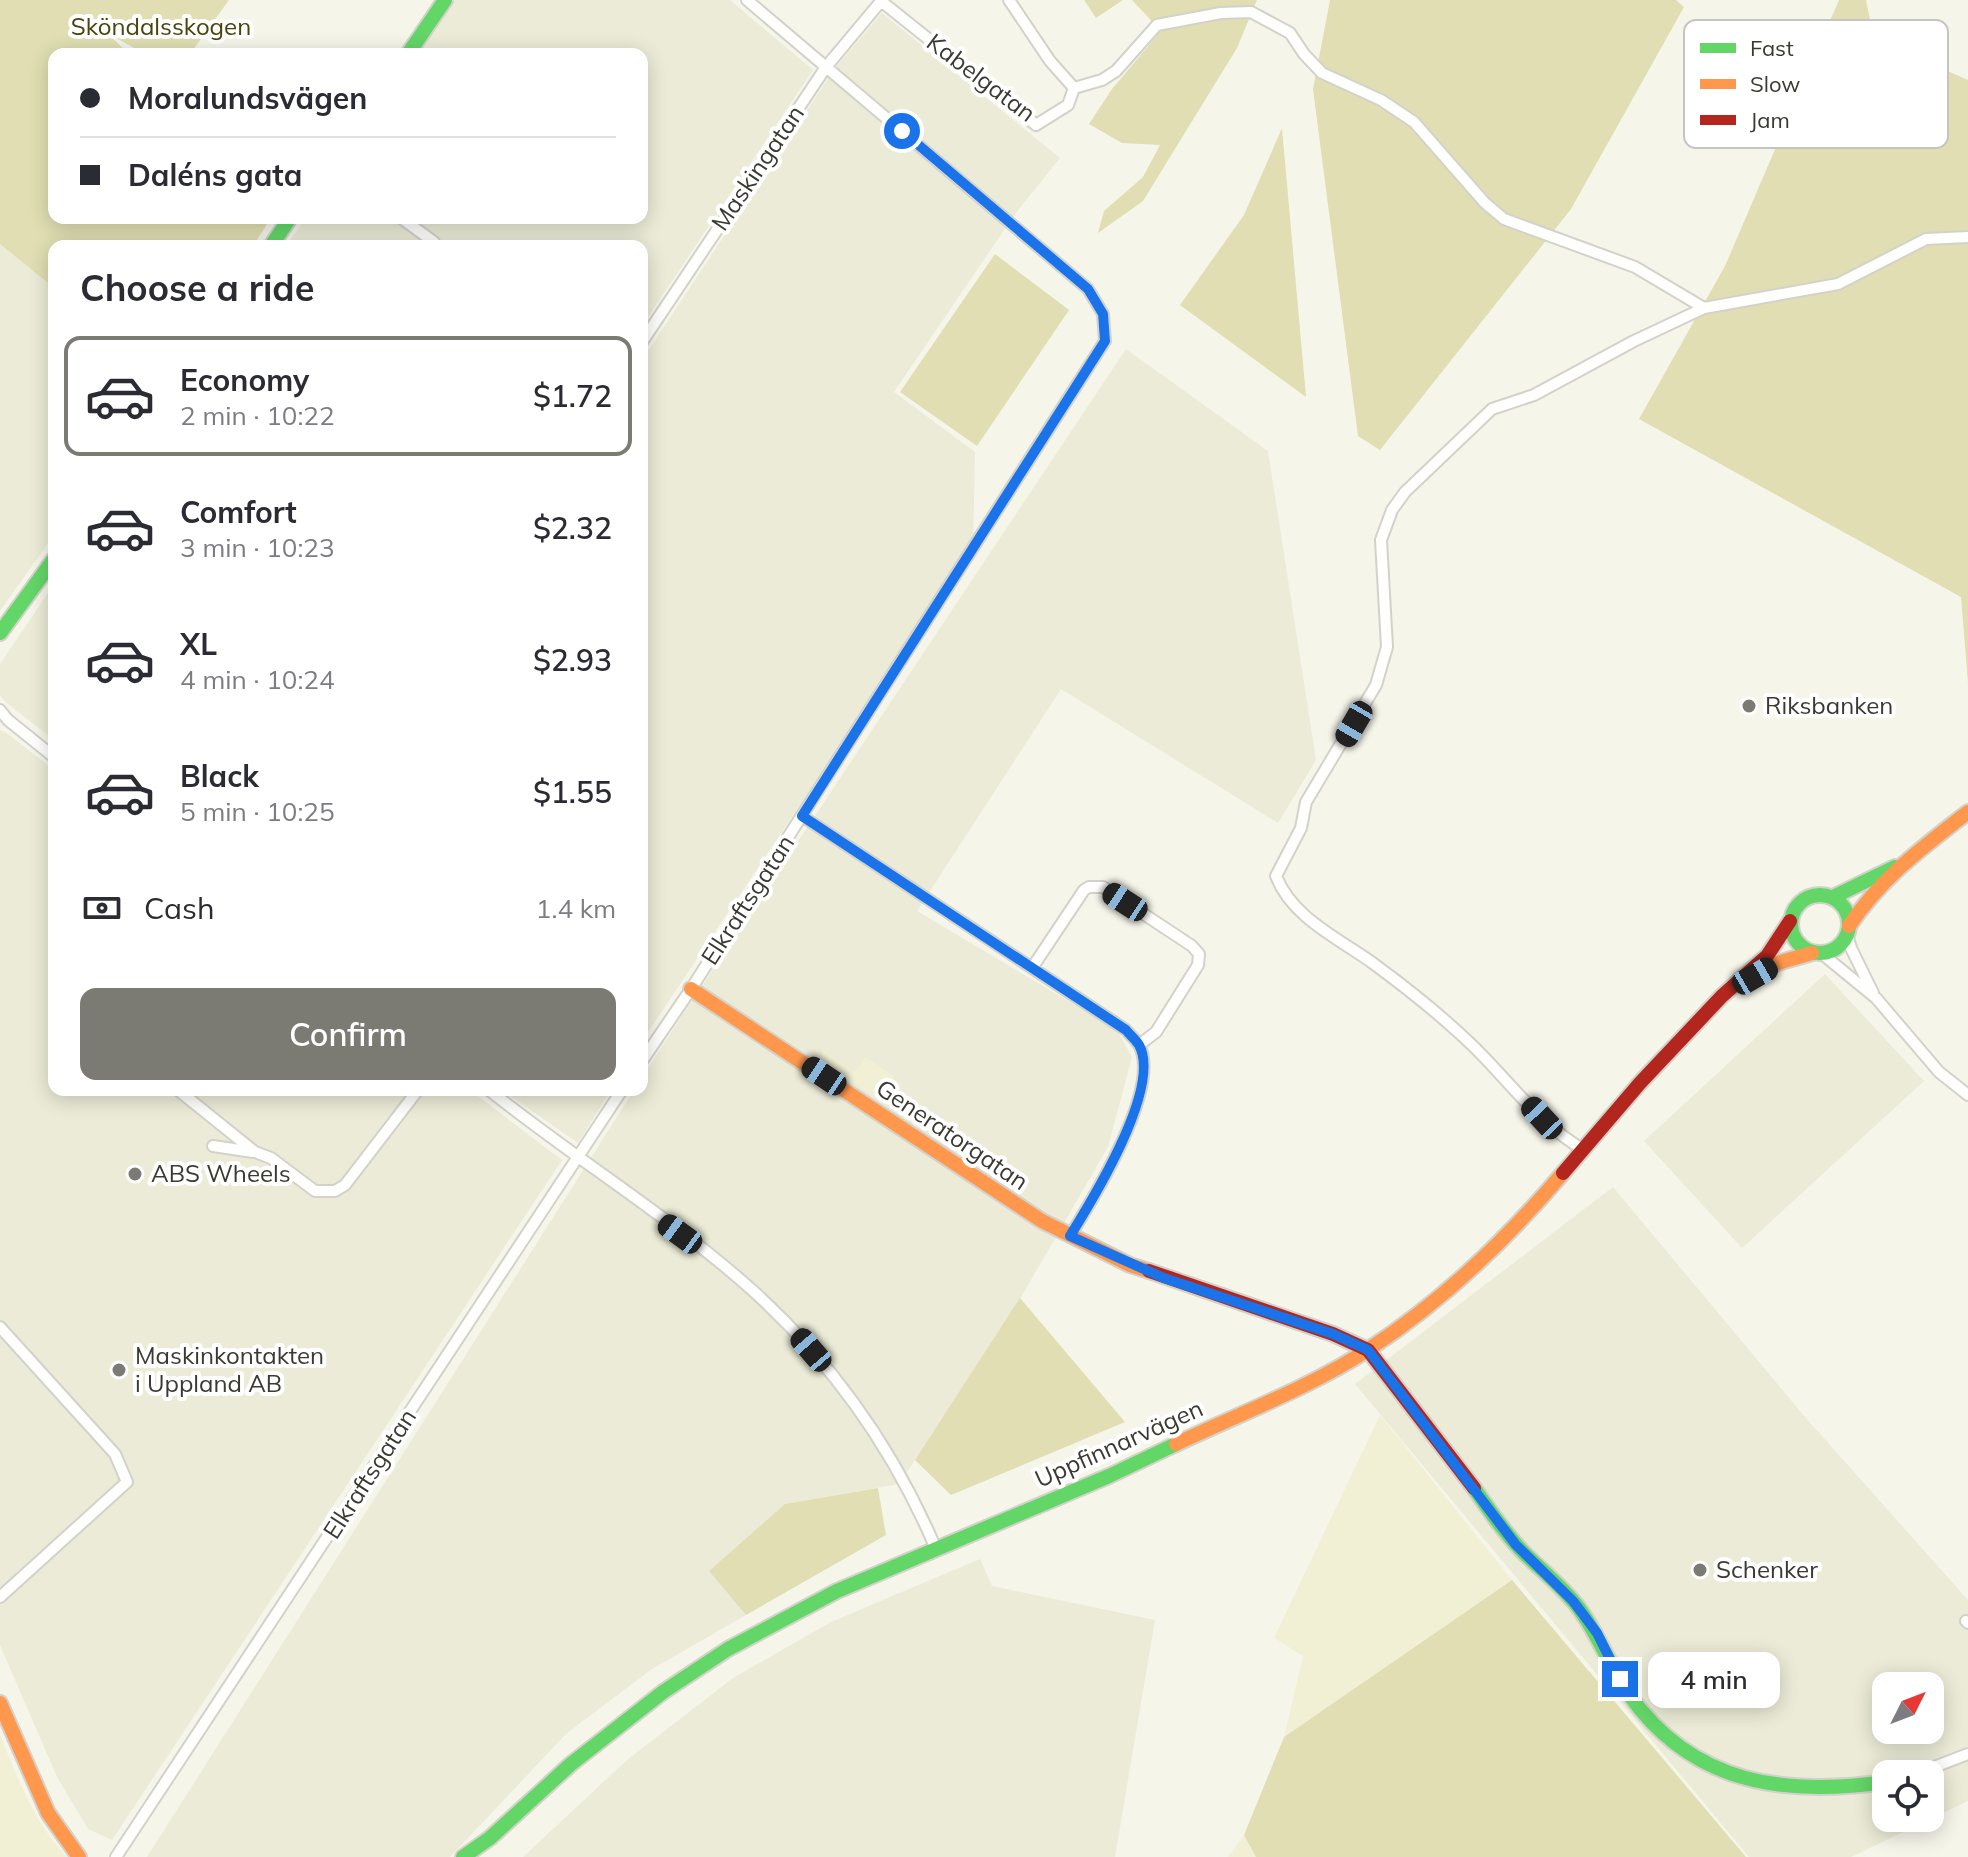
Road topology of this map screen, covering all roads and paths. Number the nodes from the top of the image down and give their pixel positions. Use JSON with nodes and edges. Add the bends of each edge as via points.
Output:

◆ ◆ ◆ ◆ ◆

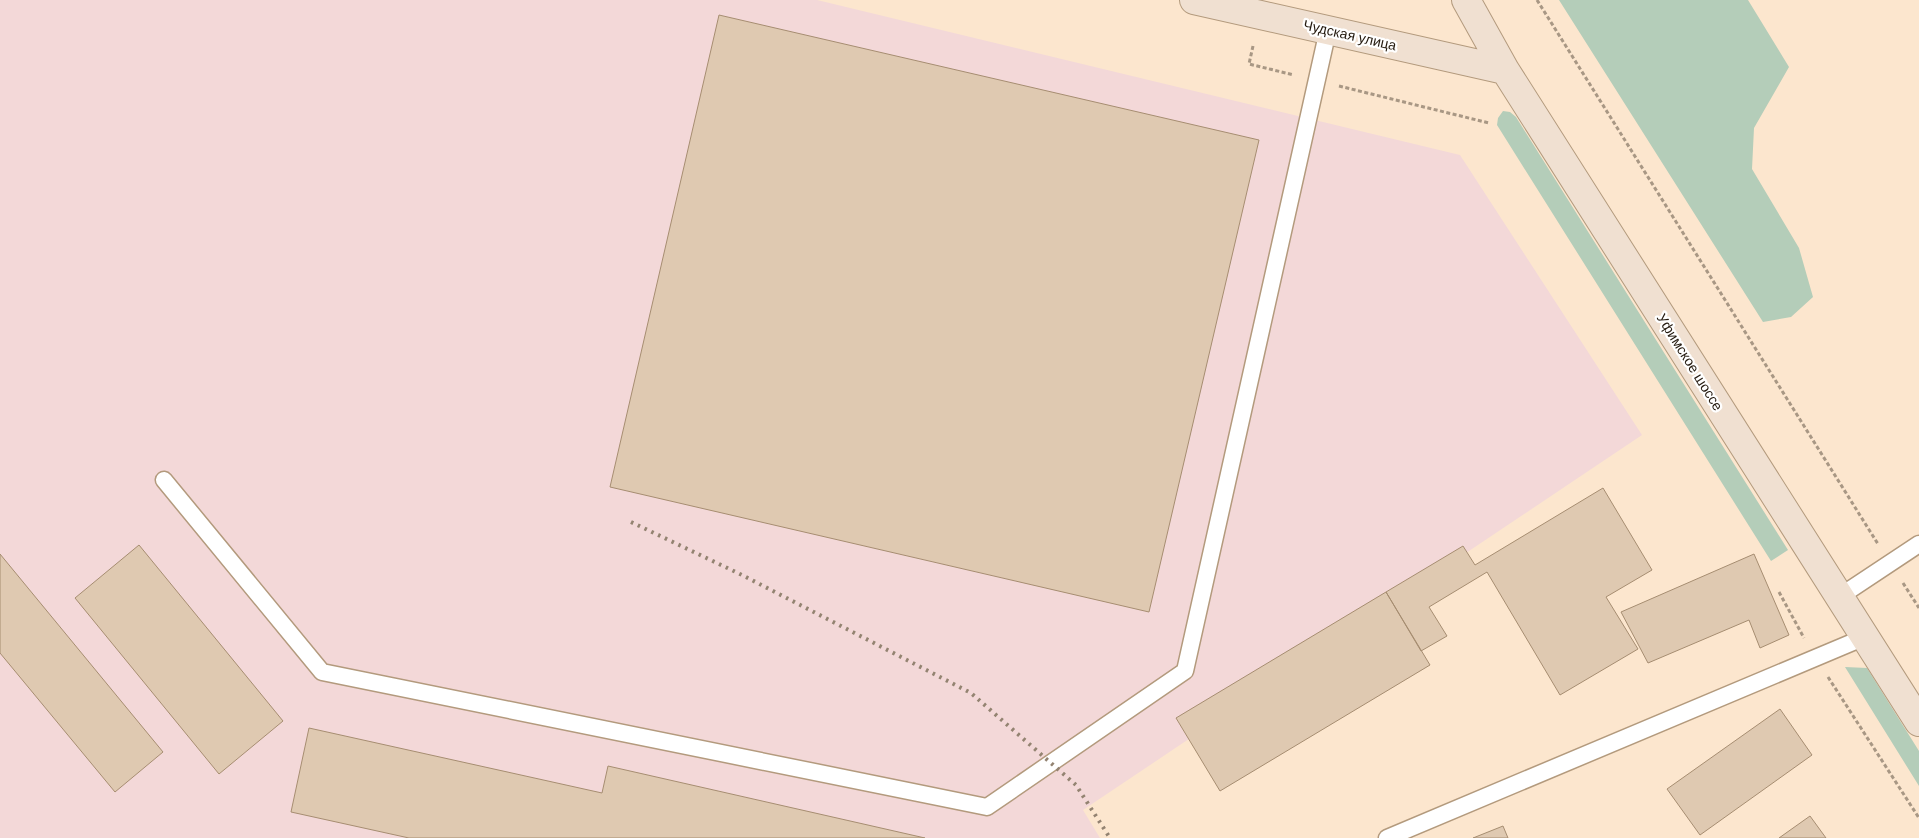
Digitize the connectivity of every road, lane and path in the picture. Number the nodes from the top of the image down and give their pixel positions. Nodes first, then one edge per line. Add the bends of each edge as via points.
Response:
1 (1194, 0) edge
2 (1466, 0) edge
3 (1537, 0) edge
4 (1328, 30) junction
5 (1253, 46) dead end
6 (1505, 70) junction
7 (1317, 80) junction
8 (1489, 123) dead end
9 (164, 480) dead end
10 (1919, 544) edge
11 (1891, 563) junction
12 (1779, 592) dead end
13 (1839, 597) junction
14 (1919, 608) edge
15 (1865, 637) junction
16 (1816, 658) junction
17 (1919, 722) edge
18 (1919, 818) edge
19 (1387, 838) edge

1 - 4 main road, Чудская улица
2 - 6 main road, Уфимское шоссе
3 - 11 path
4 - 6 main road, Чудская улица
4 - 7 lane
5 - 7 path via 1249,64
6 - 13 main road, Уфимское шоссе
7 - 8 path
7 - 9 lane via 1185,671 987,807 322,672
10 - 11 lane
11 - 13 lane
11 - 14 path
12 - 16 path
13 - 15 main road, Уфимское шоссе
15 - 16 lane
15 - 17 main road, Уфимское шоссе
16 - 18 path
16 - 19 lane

◆ ◆ ◆ ◆ ◆

■ **ABOUT THIS EXERCISE**
Gather each line of the listing that holds the string "pixel".

■ **RESULT OF THE EXERCISE**
Road topology of this map screen, covering all roads and paths. Number the nodes from the top of the image down and give their pixel positions. Use JSON with nodes and edges. Add the bends of each edge as via points.
Digitize the connectivity of every road, lane and path in the picture. Number the nodes from the top of the image down and give their pixel positions. Nodes first, then one edge per line. Add the bends of each edge as via points.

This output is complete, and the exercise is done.